Step 6: Play Around With the Camera Image
Zoom in using the telephoto setting until the image fills the camera’s viewing screen. Be careful not to hit the microscope's eyepiece. It takes a little practice to hold the camera steady, so take enough shots to make sure you have a few good ones with the right lighting and focus.
If your camera’s zoom is in its normal position, you may get a "vignette" effect. In other words, your image will have a round black border shaped like the eyepiece. I like it because it makes the viewer aware of the microscope. But if you want to get rid of the vignette effect, pull the camera back from the microscope and play around with the zoom to frame the object without the border.

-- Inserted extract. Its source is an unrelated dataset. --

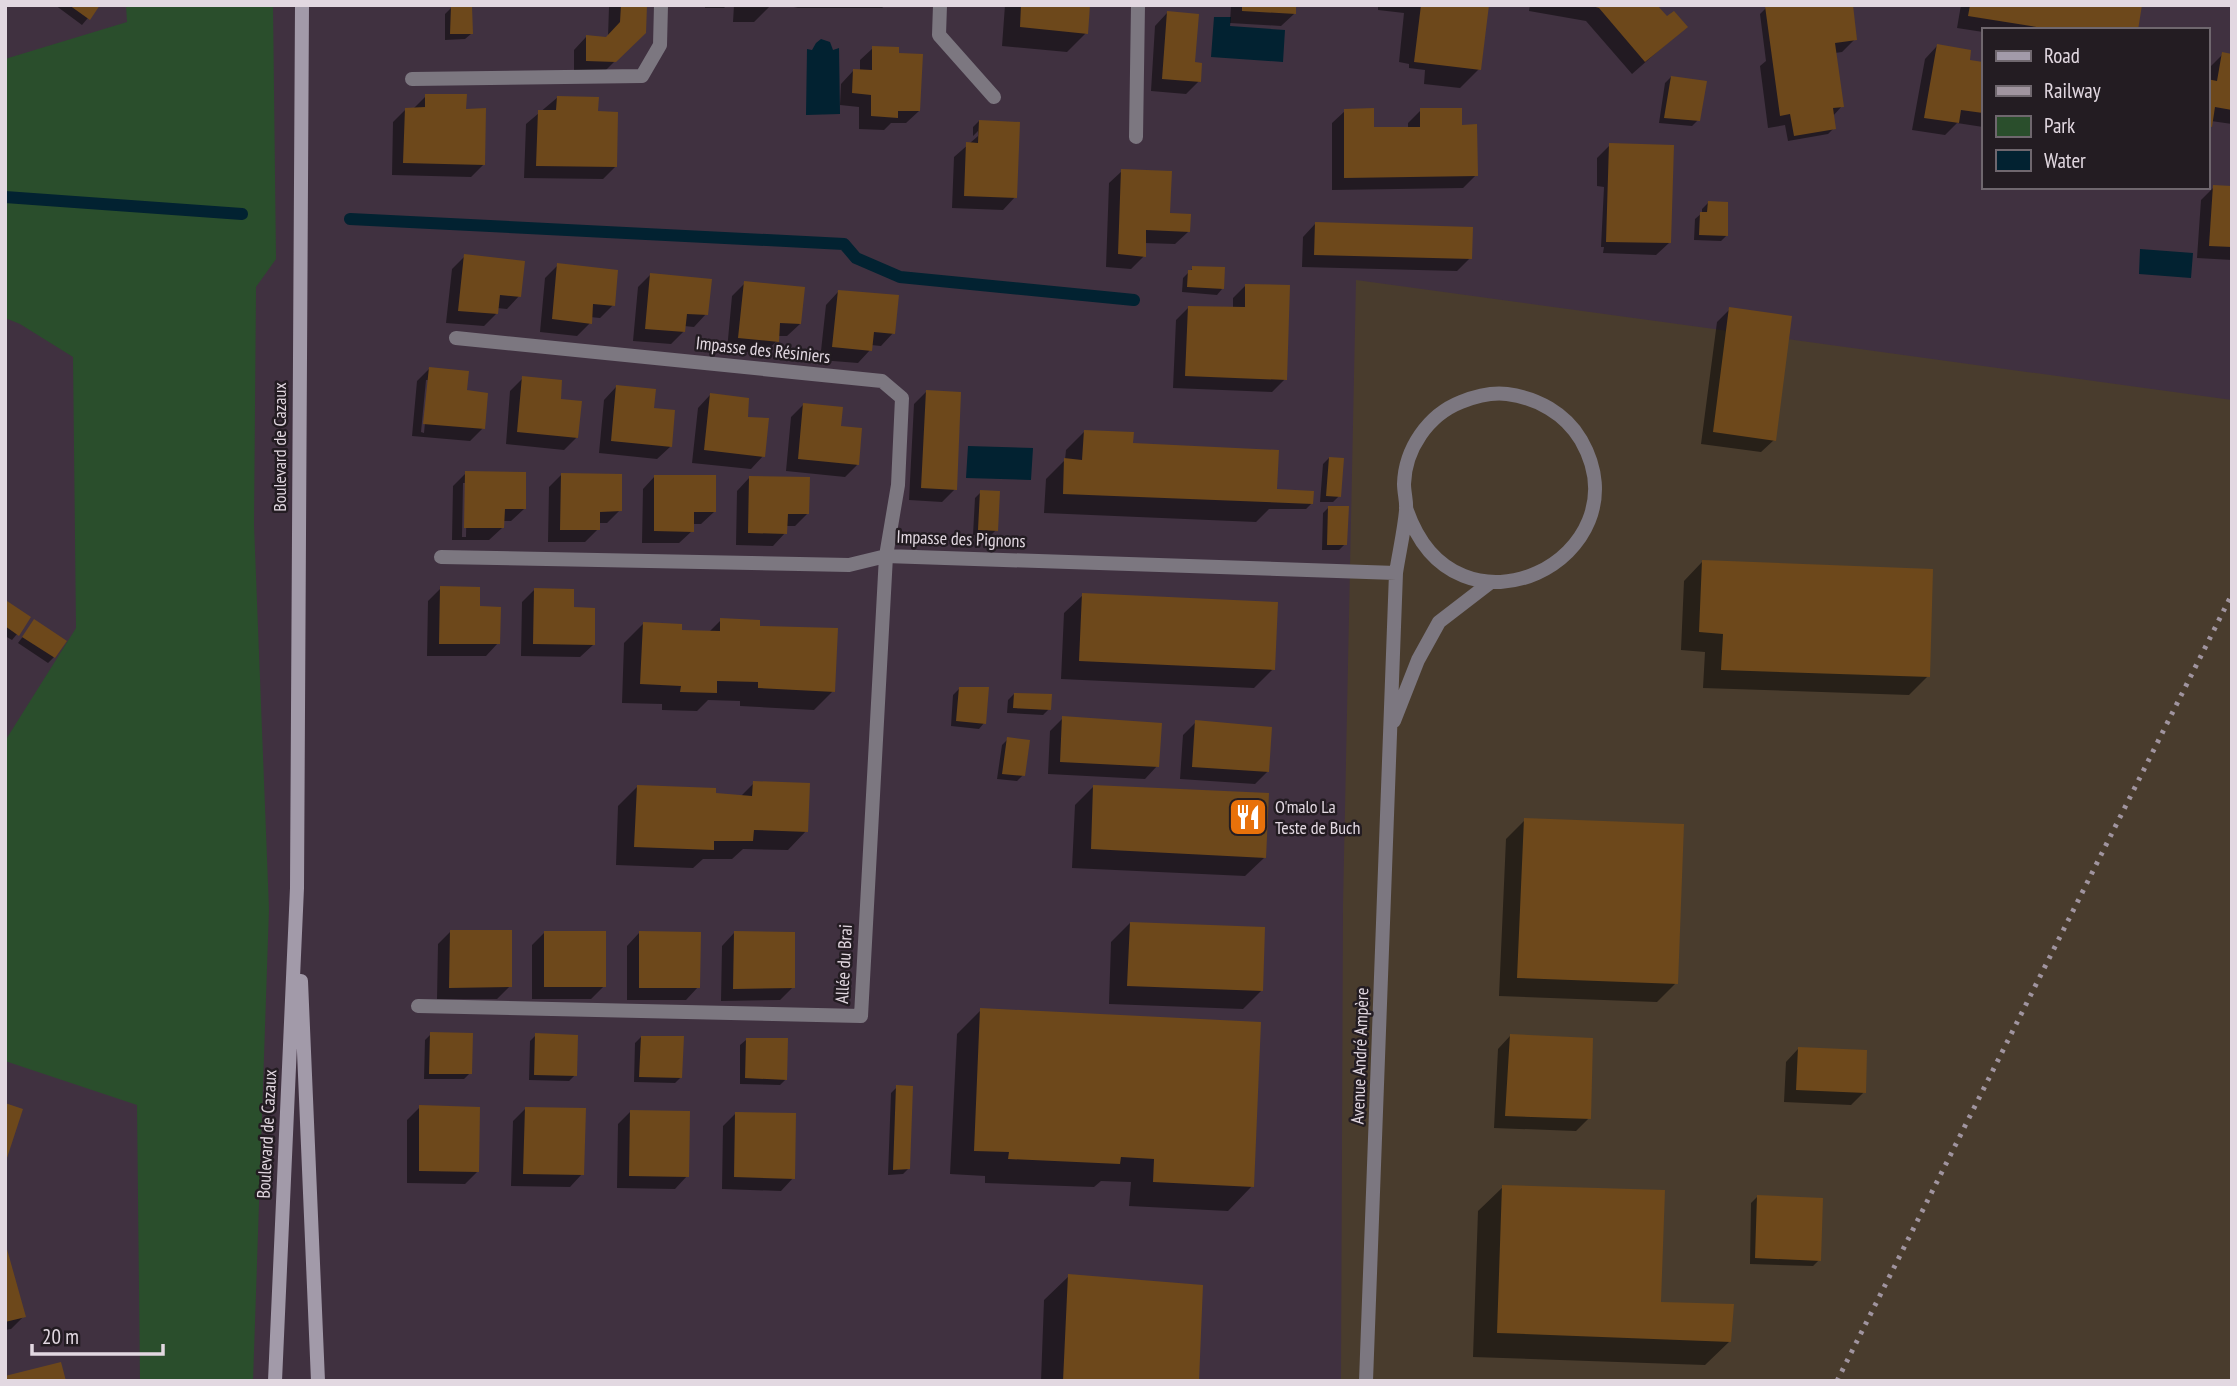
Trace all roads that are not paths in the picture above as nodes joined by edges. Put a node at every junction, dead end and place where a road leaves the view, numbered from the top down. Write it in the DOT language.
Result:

If you’ve got some interesting action on your slide you can also try shooting some video. I added some background music to the video of pond critters swimming above to cover up the sound of the fluorescent lightbulb humming.
Step 7: Troubleshooting
If you’re having trouble seeing anything, try the following:
• Adjust the focus. If whatever you’re looking at is thick or floating in water, you need the change the focus to see different depths. Something swimming around will go in and out of focus and may disappear altogether at a particular focus.
• Change the amount of light. Letting in less light will make transparent objects easier to see.
• Move the slide around. As you go to higher magnification you’re looking at less of the slide, so whatever you wanted to see may be outside your field of vision.